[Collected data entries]
:::::
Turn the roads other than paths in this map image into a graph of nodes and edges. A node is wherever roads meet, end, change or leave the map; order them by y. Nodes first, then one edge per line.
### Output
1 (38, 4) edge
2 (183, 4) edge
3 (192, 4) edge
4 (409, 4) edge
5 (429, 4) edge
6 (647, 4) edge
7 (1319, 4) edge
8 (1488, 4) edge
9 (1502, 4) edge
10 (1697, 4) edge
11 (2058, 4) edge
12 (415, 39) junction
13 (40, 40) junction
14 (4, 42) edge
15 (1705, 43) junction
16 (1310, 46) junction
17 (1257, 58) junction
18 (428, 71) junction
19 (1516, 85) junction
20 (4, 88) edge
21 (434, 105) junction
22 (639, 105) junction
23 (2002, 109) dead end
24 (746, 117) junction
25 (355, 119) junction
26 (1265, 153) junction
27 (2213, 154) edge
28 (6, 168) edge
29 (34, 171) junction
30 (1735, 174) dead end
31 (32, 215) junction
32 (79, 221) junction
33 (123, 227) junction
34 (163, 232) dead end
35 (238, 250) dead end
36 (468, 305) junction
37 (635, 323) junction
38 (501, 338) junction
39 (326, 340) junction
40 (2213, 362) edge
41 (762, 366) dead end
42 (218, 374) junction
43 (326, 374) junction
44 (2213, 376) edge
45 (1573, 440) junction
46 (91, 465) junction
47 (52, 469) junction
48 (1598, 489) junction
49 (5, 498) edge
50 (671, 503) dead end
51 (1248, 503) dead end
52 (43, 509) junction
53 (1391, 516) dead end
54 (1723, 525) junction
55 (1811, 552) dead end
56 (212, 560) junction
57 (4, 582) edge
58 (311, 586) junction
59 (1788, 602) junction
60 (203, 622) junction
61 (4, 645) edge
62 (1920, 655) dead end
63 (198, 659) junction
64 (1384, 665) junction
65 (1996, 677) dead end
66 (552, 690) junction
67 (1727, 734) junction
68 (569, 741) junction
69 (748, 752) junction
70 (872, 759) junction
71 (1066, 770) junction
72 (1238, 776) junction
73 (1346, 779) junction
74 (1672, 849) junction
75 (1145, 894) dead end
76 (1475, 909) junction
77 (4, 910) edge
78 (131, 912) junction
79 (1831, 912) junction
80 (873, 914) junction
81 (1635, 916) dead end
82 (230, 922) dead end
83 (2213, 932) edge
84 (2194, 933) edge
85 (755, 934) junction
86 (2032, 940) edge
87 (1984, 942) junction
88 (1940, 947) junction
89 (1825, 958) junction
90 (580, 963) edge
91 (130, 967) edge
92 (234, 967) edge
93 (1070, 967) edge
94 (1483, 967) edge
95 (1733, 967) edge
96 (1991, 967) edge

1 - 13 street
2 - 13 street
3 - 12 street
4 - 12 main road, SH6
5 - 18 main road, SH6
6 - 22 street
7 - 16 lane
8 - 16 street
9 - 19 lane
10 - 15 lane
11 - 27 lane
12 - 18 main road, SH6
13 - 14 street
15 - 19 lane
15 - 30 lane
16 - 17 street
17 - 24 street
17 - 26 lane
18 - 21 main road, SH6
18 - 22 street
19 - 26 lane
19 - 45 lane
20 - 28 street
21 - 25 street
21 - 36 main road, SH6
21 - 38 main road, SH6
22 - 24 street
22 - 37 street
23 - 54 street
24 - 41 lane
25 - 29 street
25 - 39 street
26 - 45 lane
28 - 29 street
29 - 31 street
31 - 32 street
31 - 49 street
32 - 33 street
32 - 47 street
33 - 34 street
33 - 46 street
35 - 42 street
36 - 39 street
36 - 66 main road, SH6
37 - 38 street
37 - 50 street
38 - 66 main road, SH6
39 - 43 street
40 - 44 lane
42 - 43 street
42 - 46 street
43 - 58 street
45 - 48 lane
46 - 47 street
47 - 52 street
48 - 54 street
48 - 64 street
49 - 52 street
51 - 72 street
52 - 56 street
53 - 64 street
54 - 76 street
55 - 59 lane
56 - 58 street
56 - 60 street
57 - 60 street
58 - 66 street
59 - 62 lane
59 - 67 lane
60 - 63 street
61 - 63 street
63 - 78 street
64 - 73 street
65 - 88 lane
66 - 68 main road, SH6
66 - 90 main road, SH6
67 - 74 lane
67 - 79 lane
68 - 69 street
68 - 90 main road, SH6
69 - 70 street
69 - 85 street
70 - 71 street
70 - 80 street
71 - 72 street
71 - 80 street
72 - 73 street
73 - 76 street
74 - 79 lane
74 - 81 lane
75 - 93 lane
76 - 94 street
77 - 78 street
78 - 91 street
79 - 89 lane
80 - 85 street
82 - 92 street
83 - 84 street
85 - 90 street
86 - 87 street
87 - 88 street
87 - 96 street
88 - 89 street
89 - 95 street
:::::
Repeat the full set of records above character for character.

Turn the roads other than paths in this map image into a graph of nodes and edges. A node is wherever roads meet, end, change or leave the map; order them by y. Nodes first, then one edge per line.
### Output
1 (38, 4) edge
2 (183, 4) edge
3 (192, 4) edge
4 (409, 4) edge
5 (429, 4) edge
6 (647, 4) edge
7 (1319, 4) edge
8 (1488, 4) edge
9 (1502, 4) edge
10 (1697, 4) edge
11 (2058, 4) edge
12 (415, 39) junction
13 (40, 40) junction
14 (4, 42) edge
15 (1705, 43) junction
16 (1310, 46) junction
17 (1257, 58) junction
18 (428, 71) junction
19 (1516, 85) junction
20 (4, 88) edge
21 (434, 105) junction
22 (639, 105) junction
23 (2002, 109) dead end
24 (746, 117) junction
25 (355, 119) junction
26 (1265, 153) junction
27 (2213, 154) edge
28 (6, 168) edge
29 (34, 171) junction
30 (1735, 174) dead end
31 (32, 215) junction
32 (79, 221) junction
33 (123, 227) junction
34 (163, 232) dead end
35 (238, 250) dead end
36 (468, 305) junction
37 (635, 323) junction
38 (501, 338) junction
39 (326, 340) junction
40 (2213, 362) edge
41 (762, 366) dead end
42 (218, 374) junction
43 (326, 374) junction
44 (2213, 376) edge
45 (1573, 440) junction
46 (91, 465) junction
47 (52, 469) junction
48 (1598, 489) junction
49 (5, 498) edge
50 (671, 503) dead end
51 (1248, 503) dead end
52 (43, 509) junction
53 (1391, 516) dead end
54 (1723, 525) junction
55 (1811, 552) dead end
56 (212, 560) junction
57 (4, 582) edge
58 (311, 586) junction
59 (1788, 602) junction
60 (203, 622) junction
61 (4, 645) edge
62 (1920, 655) dead end
63 (198, 659) junction
64 (1384, 665) junction
65 (1996, 677) dead end
66 (552, 690) junction
67 (1727, 734) junction
68 (569, 741) junction
69 (748, 752) junction
70 (872, 759) junction
71 (1066, 770) junction
72 (1238, 776) junction
73 (1346, 779) junction
74 (1672, 849) junction
75 (1145, 894) dead end
76 (1475, 909) junction
77 (4, 910) edge
78 (131, 912) junction
79 (1831, 912) junction
80 (873, 914) junction
81 (1635, 916) dead end
82 (230, 922) dead end
83 (2213, 932) edge
84 (2194, 933) edge
85 (755, 934) junction
86 (2032, 940) edge
87 (1984, 942) junction
88 (1940, 947) junction
89 (1825, 958) junction
90 (580, 963) edge
91 (130, 967) edge
92 (234, 967) edge
93 (1070, 967) edge
94 (1483, 967) edge
95 (1733, 967) edge
96 (1991, 967) edge

1 - 13 street
2 - 13 street
3 - 12 street
4 - 12 main road, SH6
5 - 18 main road, SH6
6 - 22 street
7 - 16 lane
8 - 16 street
9 - 19 lane
10 - 15 lane
11 - 27 lane
12 - 18 main road, SH6
13 - 14 street
15 - 19 lane
15 - 30 lane
16 - 17 street
17 - 24 street
17 - 26 lane
18 - 21 main road, SH6
18 - 22 street
19 - 26 lane
19 - 45 lane
20 - 28 street
21 - 25 street
21 - 36 main road, SH6
21 - 38 main road, SH6
22 - 24 street
22 - 37 street
23 - 54 street
24 - 41 lane
25 - 29 street
25 - 39 street
26 - 45 lane
28 - 29 street
29 - 31 street
31 - 32 street
31 - 49 street
32 - 33 street
32 - 47 street
33 - 34 street
33 - 46 street
35 - 42 street
36 - 39 street
36 - 66 main road, SH6
37 - 38 street
37 - 50 street
38 - 66 main road, SH6
39 - 43 street
40 - 44 lane
42 - 43 street
42 - 46 street
43 - 58 street
45 - 48 lane
46 - 47 street
47 - 52 street
48 - 54 street
48 - 64 street
49 - 52 street
51 - 72 street
52 - 56 street
53 - 64 street
54 - 76 street
55 - 59 lane
56 - 58 street
56 - 60 street
57 - 60 street
58 - 66 street
59 - 62 lane
59 - 67 lane
60 - 63 street
61 - 63 street
63 - 78 street
64 - 73 street
65 - 88 lane
66 - 68 main road, SH6
66 - 90 main road, SH6
67 - 74 lane
67 - 79 lane
68 - 69 street
68 - 90 main road, SH6
69 - 70 street
69 - 85 street
70 - 71 street
70 - 80 street
71 - 72 street
71 - 80 street
72 - 73 street
73 - 76 street
74 - 79 lane
74 - 81 lane
75 - 93 lane
76 - 94 street
77 - 78 street
78 - 91 street
79 - 89 lane
80 - 85 street
82 - 92 street
83 - 84 street
85 - 90 street
86 - 87 street
87 - 88 street
87 - 96 street
88 - 89 street
89 - 95 street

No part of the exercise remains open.